General Electric appears ready to dive head-long into the field of residential energy efficiency. Last week the company - which, either ironically or aptly, was founded by Thomas Edison, perfector of the now-notorious incandescent lightbulb and father of the modern electrical grid - announced a partnership with smart-grid startup Tendril, a partnership aimed at incorporating smart, automated appliances into the smartgrid. The appliances, which would be connected to Zigbee wireless networks, could achieve up to 30% energy savings by communicating with one another to avoid peak usage.
What's more, the company announced on Tuesday that it would be developing its own home energy management software - entering the fray currently populated by Google and Microsoft - with the "Home Energy Manager" (a sobriquet curiously similar to the DOE's Home Energy Saver, a tool that has invited other notable imitators of late), aimed for release in 2010. The Home Energy Manager would, like PowerMeter and Hohm, essentially be an energy dashboard - providing realtime energy data, peak usage information, price fluctuations, and opportunities for savings.
While news of GE's announcement has been somewhat muted compared to the pomp surrounding Google PowerMeter and Microsoft Hohm, GE's plans are noteworthy. The distinction between the proposed Home Energy Manager and other monitoring applications is that it would work collaboratively with smart appliances, energy management devices, and residential electricity generation and storage systems (with an emphasis on solar generation and storage). This would amount, in total, to a truly smart home - dubbed the GE Net Zero Energy Home, which GE hopes will be a reality by 2015. The Home Energy Manager, if all goes according to plan, will wind up being just a small piece of a large home energy pie. From GE's press release:
As part of the company's ecomagination strategy, the GE Net Zero Energy Home offerings will be comprised of three major groups within the product portfolio: energy efficient products including appliance and lighting products that will reduce energy consumption in the home; energy management products that will enable consumers to manage their costs and energy consumption; and energy generation/storage products...
One new product that will give consumers more control will be available as early as 2010, when GE will introduce the Home Energy Manager, the central nervous system for the Net Zero Energy Home that will work in conjunction with all the other enabling technologies in the home to help homeowners optimize how they consume energy. The Net Zero Energy Home announcement comes as a new GE/Ipsos poll [2] gauging existing U.S. and U.K. consumer awareness and comprehension of smart grid found that three out of five people in both countries would change their electricity consumption behavior around smart grid adoption...

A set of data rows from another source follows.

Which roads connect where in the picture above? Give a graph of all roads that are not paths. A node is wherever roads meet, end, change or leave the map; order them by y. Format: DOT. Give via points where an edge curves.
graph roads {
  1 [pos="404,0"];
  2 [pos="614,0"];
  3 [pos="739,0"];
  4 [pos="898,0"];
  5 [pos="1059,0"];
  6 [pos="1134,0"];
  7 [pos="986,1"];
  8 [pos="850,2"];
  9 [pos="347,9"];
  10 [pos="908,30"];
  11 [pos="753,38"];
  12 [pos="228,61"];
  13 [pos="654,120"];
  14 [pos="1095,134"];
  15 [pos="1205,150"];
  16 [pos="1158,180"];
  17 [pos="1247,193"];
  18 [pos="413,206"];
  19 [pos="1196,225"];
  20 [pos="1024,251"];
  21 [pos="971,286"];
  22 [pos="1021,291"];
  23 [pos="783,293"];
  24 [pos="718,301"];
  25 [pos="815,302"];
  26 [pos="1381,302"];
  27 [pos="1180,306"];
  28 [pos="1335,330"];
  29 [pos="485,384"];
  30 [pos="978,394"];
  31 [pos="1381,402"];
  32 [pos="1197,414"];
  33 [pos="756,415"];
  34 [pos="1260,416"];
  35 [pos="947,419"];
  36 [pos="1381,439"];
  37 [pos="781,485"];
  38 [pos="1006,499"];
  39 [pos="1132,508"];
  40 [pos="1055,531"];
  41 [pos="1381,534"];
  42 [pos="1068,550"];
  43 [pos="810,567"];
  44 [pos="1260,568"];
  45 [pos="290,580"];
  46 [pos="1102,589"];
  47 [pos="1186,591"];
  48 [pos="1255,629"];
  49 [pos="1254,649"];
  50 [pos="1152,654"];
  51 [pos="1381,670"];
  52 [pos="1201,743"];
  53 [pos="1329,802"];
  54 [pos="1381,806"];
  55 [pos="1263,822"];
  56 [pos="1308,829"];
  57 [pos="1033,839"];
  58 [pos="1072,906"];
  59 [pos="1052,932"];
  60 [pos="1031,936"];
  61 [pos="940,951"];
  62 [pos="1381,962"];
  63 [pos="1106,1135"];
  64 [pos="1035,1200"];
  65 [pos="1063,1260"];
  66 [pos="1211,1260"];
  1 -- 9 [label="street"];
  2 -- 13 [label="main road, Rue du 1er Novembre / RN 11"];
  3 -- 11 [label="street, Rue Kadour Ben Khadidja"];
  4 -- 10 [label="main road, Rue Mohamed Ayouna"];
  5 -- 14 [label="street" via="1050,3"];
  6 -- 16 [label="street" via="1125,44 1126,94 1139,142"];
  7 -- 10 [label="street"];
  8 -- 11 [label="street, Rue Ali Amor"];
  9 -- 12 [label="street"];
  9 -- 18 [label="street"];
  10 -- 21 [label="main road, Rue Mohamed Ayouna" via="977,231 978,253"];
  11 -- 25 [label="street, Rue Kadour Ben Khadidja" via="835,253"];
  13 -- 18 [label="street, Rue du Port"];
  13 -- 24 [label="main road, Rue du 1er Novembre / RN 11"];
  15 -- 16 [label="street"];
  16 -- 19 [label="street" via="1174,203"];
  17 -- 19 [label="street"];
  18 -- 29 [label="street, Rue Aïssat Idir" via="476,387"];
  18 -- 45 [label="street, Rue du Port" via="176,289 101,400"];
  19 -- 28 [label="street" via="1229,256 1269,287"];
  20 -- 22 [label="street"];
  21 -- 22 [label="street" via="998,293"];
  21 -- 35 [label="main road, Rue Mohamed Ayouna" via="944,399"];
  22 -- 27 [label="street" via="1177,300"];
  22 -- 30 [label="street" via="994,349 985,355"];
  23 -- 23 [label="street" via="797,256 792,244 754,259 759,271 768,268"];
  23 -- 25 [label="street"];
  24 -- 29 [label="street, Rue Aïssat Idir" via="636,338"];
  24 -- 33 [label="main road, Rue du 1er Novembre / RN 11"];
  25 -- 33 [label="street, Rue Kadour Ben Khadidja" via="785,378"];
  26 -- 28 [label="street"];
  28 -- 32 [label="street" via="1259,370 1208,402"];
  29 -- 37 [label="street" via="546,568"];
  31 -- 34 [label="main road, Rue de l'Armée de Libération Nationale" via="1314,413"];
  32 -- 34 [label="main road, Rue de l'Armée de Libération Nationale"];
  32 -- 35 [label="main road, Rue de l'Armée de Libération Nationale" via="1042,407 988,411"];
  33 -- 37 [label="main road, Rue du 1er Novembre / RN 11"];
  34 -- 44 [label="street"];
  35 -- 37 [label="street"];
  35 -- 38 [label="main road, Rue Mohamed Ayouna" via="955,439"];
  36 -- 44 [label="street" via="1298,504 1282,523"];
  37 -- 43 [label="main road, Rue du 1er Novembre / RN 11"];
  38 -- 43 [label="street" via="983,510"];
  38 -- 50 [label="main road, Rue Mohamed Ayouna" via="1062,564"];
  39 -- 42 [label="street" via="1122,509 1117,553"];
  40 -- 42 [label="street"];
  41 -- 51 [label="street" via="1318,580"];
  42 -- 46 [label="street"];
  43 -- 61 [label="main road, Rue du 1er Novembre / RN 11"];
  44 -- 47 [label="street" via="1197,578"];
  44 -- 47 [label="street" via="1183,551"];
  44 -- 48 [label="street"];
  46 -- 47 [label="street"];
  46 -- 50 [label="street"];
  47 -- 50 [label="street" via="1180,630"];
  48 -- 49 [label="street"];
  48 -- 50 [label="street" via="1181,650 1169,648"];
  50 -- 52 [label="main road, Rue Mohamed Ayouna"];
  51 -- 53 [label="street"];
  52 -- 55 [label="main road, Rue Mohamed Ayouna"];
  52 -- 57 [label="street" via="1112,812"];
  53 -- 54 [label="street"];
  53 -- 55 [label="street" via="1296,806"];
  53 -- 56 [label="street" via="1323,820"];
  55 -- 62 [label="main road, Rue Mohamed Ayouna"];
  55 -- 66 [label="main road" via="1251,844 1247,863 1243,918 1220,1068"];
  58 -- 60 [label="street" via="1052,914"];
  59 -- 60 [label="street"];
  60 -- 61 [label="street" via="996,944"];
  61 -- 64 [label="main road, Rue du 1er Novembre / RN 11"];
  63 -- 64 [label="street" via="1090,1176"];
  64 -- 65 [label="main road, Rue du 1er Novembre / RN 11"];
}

Until the release of the GE Net Zero Energy Home, Home Energy Manager would, it seems, function much like Google's PowerMeter, and would, like PowerMeter, be dependent upon utilities to provide realtime electricity data. (GE and Google in February announced a partnership aimed at marrying Google information management with GE hardware - we'll see how that pans out with GE releasing their own software.)
GE's Net Zero Energy Home is an incredibly exciting prospect. (A net-zero home is the holy grail: a house that produces at least as much energy as it consumes.) GE, with its extraordinary reach of products and expertise, is one of few players capable of making it a wholesale reality by offering a package comprised of everything from wind turbines to smart appliances to energy management software. For those who may have missed it, they recently invested in residential wind turbine leader, Southwest Windpower. Time will tell whether this level of integration will be the breakthrough move within the residential energy category, but I'm personally very bullish. And their corporate credibility could elevate the relatively obscure concept of zero energy homes into mainstream reality.
GE's announcement also highlights their commitment to residential energy storage - a field which until now has been largely overshadowed by developments in automobile batteries. Perhaps, with GE's involvement, the collective American bent toward practicality will begin to make gains on the collective American need for speed.
In the immediate future, however, we're happy to see GE offering its take on home energy management software. But it does appear that the Home Energy Manager will, like Google PowerMeter and Microsoft Hohm, be dependent upon utilities for data. As we wait (a bit impatiently, we confess) for GE's Net Zero Energy Home to make its debut, we relish their contribution to the rapidly growing field of home energy management, and hope that utilities will take note of that growth and the opportunities it presents.





Comments
Edison was not the father of the modern electrical grid. He tried to make DC the standard for power transmission. Nikolai Tesla was the inventor of the AC grid that we use today.